TO DO
Scan the records for the word "Logam". Report each line where it occurs.

Data extracted from a collection:
----------

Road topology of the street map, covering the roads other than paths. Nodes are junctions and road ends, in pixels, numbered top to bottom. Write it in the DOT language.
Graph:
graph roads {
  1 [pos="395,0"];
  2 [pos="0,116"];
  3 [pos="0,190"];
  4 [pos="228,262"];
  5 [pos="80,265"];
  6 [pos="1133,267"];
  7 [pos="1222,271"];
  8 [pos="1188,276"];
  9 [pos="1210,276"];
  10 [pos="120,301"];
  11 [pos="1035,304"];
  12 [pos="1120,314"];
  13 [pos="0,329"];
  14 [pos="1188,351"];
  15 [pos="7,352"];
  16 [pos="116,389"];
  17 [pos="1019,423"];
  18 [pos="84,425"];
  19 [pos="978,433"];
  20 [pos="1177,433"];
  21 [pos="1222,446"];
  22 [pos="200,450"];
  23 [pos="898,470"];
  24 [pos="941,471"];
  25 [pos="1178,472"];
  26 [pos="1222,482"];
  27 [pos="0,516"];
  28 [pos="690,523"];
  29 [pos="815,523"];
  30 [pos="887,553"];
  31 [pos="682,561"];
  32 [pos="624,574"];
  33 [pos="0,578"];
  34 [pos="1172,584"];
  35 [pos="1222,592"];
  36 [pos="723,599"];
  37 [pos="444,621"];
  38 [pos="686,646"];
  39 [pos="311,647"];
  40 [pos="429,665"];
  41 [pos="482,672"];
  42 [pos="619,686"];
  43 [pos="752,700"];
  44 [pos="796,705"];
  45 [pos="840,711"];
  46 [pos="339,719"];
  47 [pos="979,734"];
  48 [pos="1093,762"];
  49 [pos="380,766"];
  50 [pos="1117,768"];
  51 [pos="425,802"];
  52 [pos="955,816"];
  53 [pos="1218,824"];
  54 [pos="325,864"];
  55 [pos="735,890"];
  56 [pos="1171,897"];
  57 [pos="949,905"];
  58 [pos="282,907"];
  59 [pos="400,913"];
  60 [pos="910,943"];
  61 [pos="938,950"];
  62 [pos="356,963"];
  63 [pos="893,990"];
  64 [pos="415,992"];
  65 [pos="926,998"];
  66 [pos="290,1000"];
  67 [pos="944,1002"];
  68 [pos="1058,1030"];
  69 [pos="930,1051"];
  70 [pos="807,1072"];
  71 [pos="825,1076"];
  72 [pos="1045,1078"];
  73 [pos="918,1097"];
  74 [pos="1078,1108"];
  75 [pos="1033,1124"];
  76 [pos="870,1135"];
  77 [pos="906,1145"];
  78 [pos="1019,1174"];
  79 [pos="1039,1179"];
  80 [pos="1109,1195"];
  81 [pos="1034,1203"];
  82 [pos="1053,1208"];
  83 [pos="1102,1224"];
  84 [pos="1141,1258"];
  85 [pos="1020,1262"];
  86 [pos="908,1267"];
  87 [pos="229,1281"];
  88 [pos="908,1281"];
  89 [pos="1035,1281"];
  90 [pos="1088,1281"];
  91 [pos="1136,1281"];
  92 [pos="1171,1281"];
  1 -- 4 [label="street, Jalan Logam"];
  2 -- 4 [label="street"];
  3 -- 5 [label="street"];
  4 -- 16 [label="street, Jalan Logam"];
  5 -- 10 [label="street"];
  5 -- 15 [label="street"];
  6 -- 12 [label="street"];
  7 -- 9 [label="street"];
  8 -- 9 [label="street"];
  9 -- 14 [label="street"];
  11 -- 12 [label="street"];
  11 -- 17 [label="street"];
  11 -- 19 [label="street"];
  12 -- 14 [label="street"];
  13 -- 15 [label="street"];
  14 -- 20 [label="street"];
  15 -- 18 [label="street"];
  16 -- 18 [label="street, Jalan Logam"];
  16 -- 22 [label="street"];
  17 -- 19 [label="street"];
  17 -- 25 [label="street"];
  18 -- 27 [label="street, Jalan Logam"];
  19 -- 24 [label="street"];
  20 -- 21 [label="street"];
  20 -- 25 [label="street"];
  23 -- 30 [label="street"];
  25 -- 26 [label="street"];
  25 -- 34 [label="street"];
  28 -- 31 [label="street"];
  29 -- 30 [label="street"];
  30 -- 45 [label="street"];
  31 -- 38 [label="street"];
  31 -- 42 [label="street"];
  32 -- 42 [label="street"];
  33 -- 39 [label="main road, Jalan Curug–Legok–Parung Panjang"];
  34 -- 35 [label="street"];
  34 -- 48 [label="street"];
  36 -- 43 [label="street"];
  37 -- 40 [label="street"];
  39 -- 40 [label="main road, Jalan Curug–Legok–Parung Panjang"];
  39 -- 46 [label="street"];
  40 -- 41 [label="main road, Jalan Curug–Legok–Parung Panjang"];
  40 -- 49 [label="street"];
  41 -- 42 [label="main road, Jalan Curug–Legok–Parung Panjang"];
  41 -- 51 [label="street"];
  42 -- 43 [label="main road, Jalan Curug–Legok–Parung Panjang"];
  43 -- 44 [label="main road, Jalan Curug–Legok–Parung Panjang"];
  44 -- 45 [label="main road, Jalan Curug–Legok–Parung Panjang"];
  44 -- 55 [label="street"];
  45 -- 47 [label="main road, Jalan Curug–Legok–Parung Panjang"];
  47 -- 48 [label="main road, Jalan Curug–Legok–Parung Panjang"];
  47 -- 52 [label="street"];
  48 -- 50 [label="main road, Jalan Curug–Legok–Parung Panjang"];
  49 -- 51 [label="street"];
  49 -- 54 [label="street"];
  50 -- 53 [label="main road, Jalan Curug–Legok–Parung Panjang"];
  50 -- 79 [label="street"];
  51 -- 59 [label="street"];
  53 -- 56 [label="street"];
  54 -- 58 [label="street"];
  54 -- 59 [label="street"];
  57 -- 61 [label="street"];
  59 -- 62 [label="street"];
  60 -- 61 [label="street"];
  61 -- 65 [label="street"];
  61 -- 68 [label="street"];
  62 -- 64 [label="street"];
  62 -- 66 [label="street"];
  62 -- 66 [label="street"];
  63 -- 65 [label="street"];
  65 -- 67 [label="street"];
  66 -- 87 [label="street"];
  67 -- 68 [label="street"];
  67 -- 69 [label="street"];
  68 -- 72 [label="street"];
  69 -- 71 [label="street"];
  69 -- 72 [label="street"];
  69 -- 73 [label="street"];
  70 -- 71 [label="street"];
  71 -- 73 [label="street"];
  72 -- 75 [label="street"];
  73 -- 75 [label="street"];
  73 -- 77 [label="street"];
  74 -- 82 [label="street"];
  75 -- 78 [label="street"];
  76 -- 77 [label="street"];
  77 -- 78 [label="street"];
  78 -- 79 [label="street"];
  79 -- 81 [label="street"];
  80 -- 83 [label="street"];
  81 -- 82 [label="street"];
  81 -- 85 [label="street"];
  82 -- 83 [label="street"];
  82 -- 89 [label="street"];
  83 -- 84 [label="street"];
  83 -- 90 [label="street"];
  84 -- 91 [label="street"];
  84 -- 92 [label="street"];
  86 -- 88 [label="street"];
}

----------

WRITTEN RESPONSE
  1 -- 4 [label="street, Jalan Logam"];
  4 -- 16 [label="street, Jalan Logam"];
  16 -- 18 [label="street, Jalan Logam"];
  18 -- 27 [label="street, Jalan Logam"];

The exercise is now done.